Le prime forme e relazioni ben strutturate, che caratterizzino
i concetti e le loro applicazioni è facile trovarle nelle opere
fatte ai livelli iniziali dell’evoluzione mentale, ad esempio
nei disegni infantili. Ciò perché la mente giovane opera con
forme elementari che si distinguono facilmente rispetto alla
complessità degli oggetti che raffigurano.

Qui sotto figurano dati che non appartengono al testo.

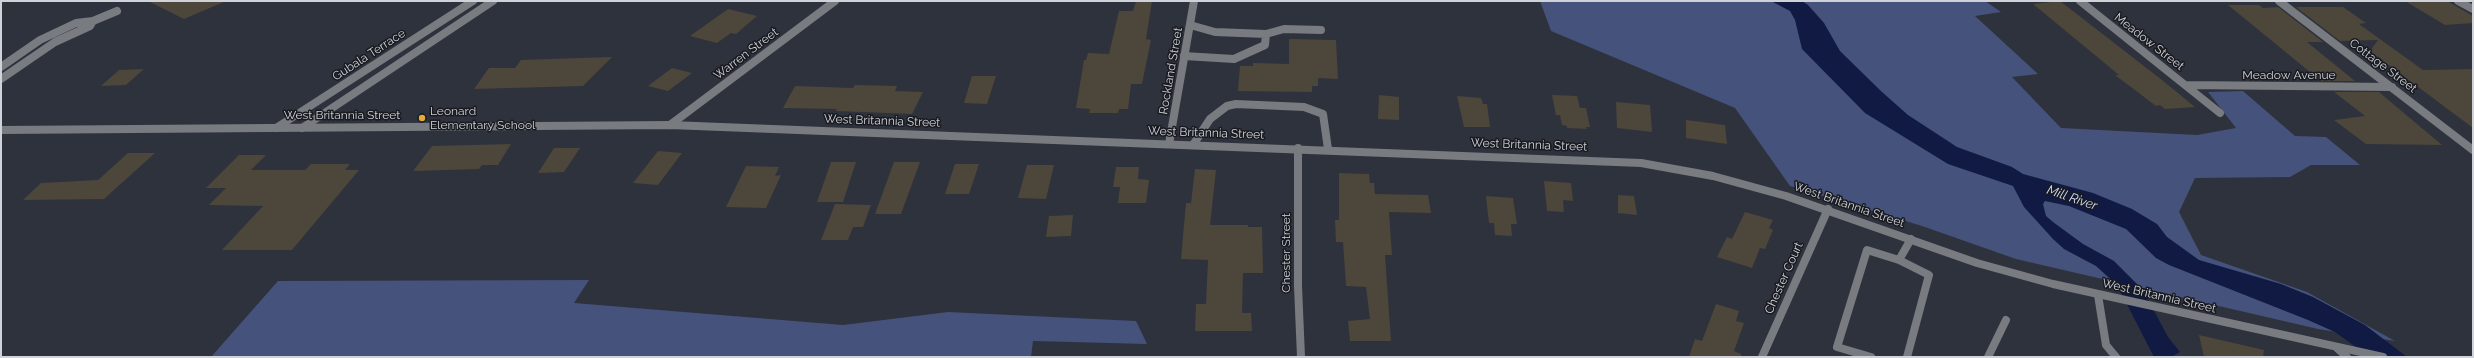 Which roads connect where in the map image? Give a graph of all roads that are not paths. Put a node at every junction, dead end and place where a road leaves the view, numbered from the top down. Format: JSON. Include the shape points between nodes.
{"nodes":[{"id":1,"x":473,"y":1,"type":"edge"},
{"id":2,"x":493,"y":1,"type":"edge"},
{"id":3,"x":835,"y":1,"type":"edge"},
{"id":4,"x":1194,"y":1,"type":"edge"},
{"id":5,"x":2080,"y":1,"type":"edge"},
{"id":6,"x":2279,"y":1,"type":"edge"},
{"id":7,"x":2458,"y":1,"type":"edge"},
{"id":8,"x":2473,"y":9,"type":"edge"},
{"id":9,"x":117,"y":11,"type":"dead end"},
{"id":10,"x":93,"y":21,"type":"junction"},
{"id":11,"x":1190,"y":25,"type":"junction"},
{"id":12,"x":1321,"y":30,"type":"dead end"},
{"id":13,"x":1266,"y":34,"type":"junction"},
{"id":14,"x":1184,"y":56,"type":"junction"},
{"id":15,"x":1,"y":67,"type":"edge"},
{"id":16,"x":1,"y":79,"type":"edge"},
{"id":17,"x":2186,"y":85,"type":"junction"},
{"id":18,"x":2392,"y":87,"type":"junction"},
{"id":19,"x":2220,"y":112,"type":"dead end"},
{"id":20,"x":670,"y":125,"type":"junction"},
{"id":21,"x":276,"y":128,"type":"junction"},
{"id":22,"x":302,"y":128,"type":"junction"},
{"id":23,"x":1,"y":130,"type":"edge"},
{"id":24,"x":1168,"y":144,"type":"junction"},
{"id":25,"x":1193,"y":145,"type":"junction"},
{"id":26,"x":1298,"y":148,"type":"junction"},
{"id":27,"x":1328,"y":150,"type":"junction"},
{"id":28,"x":2473,"y":150,"type":"edge"},
{"id":29,"x":1828,"y":209,"type":"junction"},
{"id":30,"x":1911,"y":239,"type":"junction"},
{"id":31,"x":1899,"y":260,"type":"junction"},
{"id":32,"x":2102,"y":296,"type":"junction"},
{"id":33,"x":2006,"y":320,"type":"dead end"},
{"id":34,"x":2342,"y":351,"type":"edge"},
{"id":35,"x":1301,"y":357,"type":"edge"},
{"id":36,"x":1762,"y":357,"type":"edge"},
{"id":37,"x":1871,"y":357,"type":"edge"},
{"id":38,"x":1907,"y":357,"type":"edge"},
{"id":39,"x":1988,"y":357,"type":"edge"},
{"id":40,"x":2116,"y":357,"type":"edge"},
{"id":41,"x":2383,"y":357,"type":"edge"}],
"edges":[{"from":1,"to":21,"type":"street","name":"Gubala Terrace"},
{"from":2,"to":22,"type":"street","name":"Gubala Terrace"},
{"from":3,"to":20,"type":"street","name":"Warren Street"},
{"from":4,"to":11,"type":"street","name":"Rockland Street"},
{"from":5,"to":17,"type":"street","name":"Meadow Street"},
{"from":6,"to":18,"type":"street","name":"Cottage Street"},
{"from":7,"to":8,"type":"street"},
{"from":9,"to":10,"type":"street"},
{"from":10,"to":15,"type":"street","via":[[76,23],[40,40]]},
{"from":10,"to":16,"type":"street","via":[[90,26],[56,42]]},
{"from":11,"to":13,"type":"street","via":[[1214,32]]},
{"from":11,"to":14,"type":"street","name":"Rockland Street"},
{"from":12,"to":13,"type":"street","via":[[1284,29]]},
{"from":13,"to":14,"type":"street","via":[[1265,45],[1234,59]]},
{"from":14,"to":24,"type":"street","name":"Rockland Street"},
{"from":17,"to":18,"type":"street","name":"Meadow Avenue"},
{"from":17,"to":19,"type":"street","name":"Meadow Street"},
{"from":18,"to":28,"type":"street","name":"Cottage Street"},
{"from":20,"to":22,"type":"street","name":"West Britannia Street"},
{"from":20,"to":24,"type":"street","name":"West Britannia Street"},
{"from":21,"to":22,"type":"street","name":"West Britannia Street"},
{"from":21,"to":23,"type":"street","name":"West Britannia Street"},
{"from":24,"to":25,"type":"street","name":"West Britannia Street"},
{"from":25,"to":26,"type":"street","name":"West Britannia Street"},
{"from":25,"to":27,"type":"street","via":[[1210,119],[1227,106],[1236,104],[1304,107],[1323,114]]},
{"from":26,"to":27,"type":"street","name":"West Britannia Street"},
{"from":26,"to":35,"type":"street","name":"Chester Street"},
{"from":27,"to":29,"type":"street","name":"West Britannia Street","via":[[1647,163],[1713,176]]},
{"from":29,"to":30,"type":"street","name":"West Britannia Street"},
{"from":29,"to":36,"type":"street","name":"Chester Court"},
{"from":30,"to":31,"type":"street"},
{"from":30,"to":32,"type":"street","name":"West Britannia Street","via":[[2008,272]]},
{"from":31,"to":37,"type":"street","via":[[1867,250],[1837,347]]},
{"from":31,"to":38,"type":"street","via":[[1929,275]]},
{"from":32,"to":34,"type":"street","name":"West Britannia Street"},
{"from":32,"to":40,"type":"street","via":[[2106,345]]},
{"from":33,"to":39,"type":"street"},
{"from":34,"to":41,"type":"street","name":"West Britannia Street"}]}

Senza dubbio i fanciulli, spesso, non danno che
approssimazioni grezze delle forme e delle relazioni spaziali
che intendono raffigurare. Inoltre, i bambini non disegnano,
dipingono e modellano, amano esercitarsi, allenare i muscoli,
ritmicamente o disordinatamente, amano veder apparire
qualcosa dove prima non c’era nulla, specialmente se questo
qualcosa stimola i sensi col colore forte o con una massa di
forme, amano pure toccare, appiccicare, distruggere, imitano
ciò che vedono altrove e tutto questo, lo amano fare
giocando” (7): “i giochi sono infatti per tutti, artisti in potenza
(7) R. Arnheim, Il pensiero visivo, Einaudi Paperbackz, Torino, 1947, pp. 299, 300.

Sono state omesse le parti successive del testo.